Our Business Office staff at Bartlett Regional Hospital is dedicated to educating our patents about their financial health. We work hard to ease the burden by billing your insurance company on your behalf. We will automatically send claims to your insurance company if you have provided us with the necessary information. Monthly statements will be mailed to you once a response is received from your insurance company to let you know what balance is remaining.
We make every attempt to resolve any requests from your insurance company however if our office has exhausted all efforts, we may need your assistance to resolve the issue. If this becomes necessary, our office will send you a letter requesting you to contact your insurance company and provide them with necessary information.

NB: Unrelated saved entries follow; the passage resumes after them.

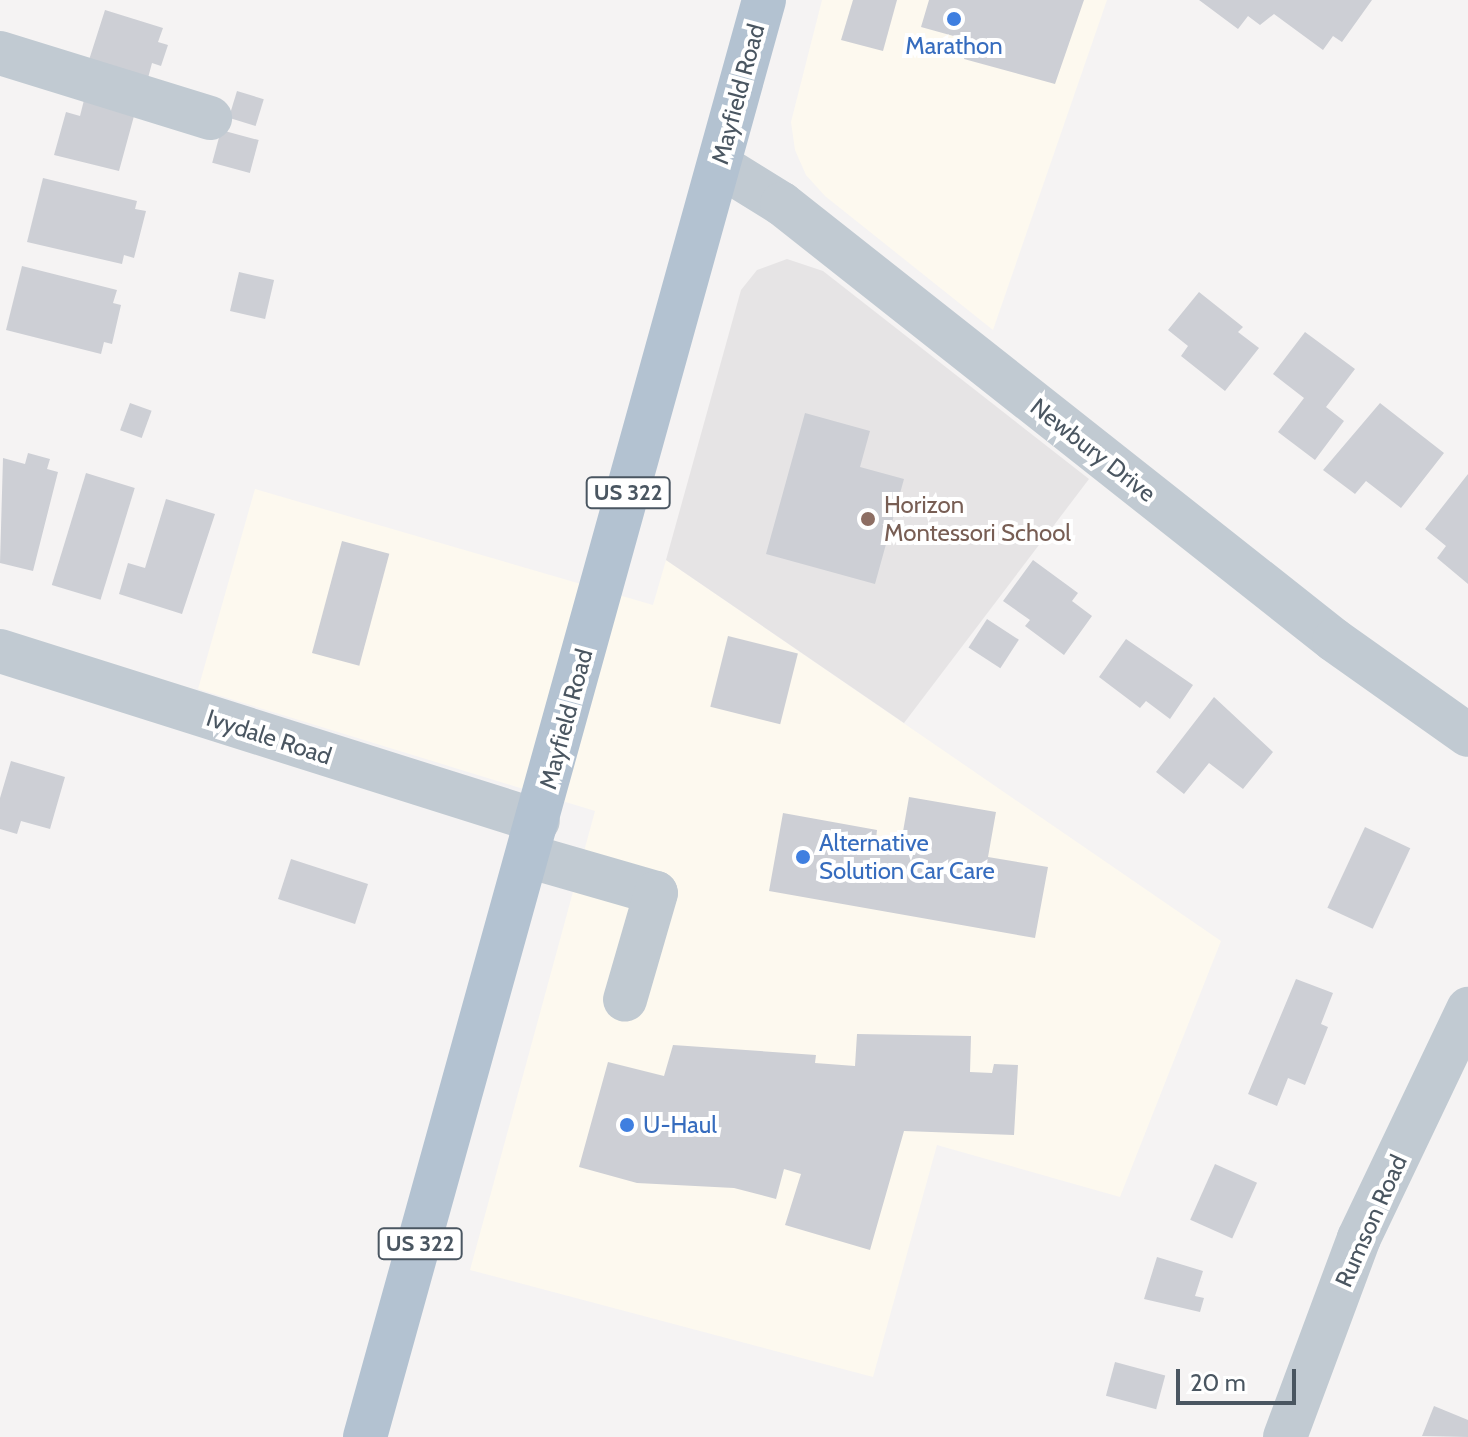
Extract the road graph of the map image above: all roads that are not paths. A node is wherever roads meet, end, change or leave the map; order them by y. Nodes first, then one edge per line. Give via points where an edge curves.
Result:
1 (764, 0) edge
2 (0, 53) edge
3 (210, 118) dead end
4 (719, 165) junction
5 (0, 651) edge
6 (1468, 735) edge
7 (533, 838) junction
8 (625, 1000) dead end
9 (1468, 1009) edge
10 (365, 1437) edge
11 (1285, 1437) edge

1 - 4 main road, Mayfield Road / US 322
2 - 3 street
4 - 6 street, Newbury Drive via 792,212 1334,640
4 - 7 main road, Mayfield Road / US 322
5 - 7 street, Ivydale Road
7 - 8 street, Ivydale Road via 656,893
7 - 10 main road, Mayfield Road / US 322
9 - 11 street, Rumson Road via 1359,1238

Some insurance plans require pre-certification prior to admission. Please follow all requirements set forth in your insurance plan and make any arrangements necessary by your insurance company prior to your procedure.
As the patient, you are ultimately responsible for payment of your hospital bill. You may also pay for any services with your MasterCard, Visa or American Express credit card. You can use the card(s) at the time of discharge or when you receive a bill from the hospital bill by calling our office at the number below or via the portal.
If you need assistance paying for your hospital facility services, our financial counselor will be happy to assist you. Please call 907.796.8328.
You should expect to receive separate billings from the physicians involved in your care and treatment. This includes pathologists, who interpret laboratory test results; anesthesiologists, who administer the anesthesia; and your radiologist, who reads, interprets and forwards results of radiology, nuclear medicine and ultrasound tests to your physician. Their contact information should be printed on their billing statement to you.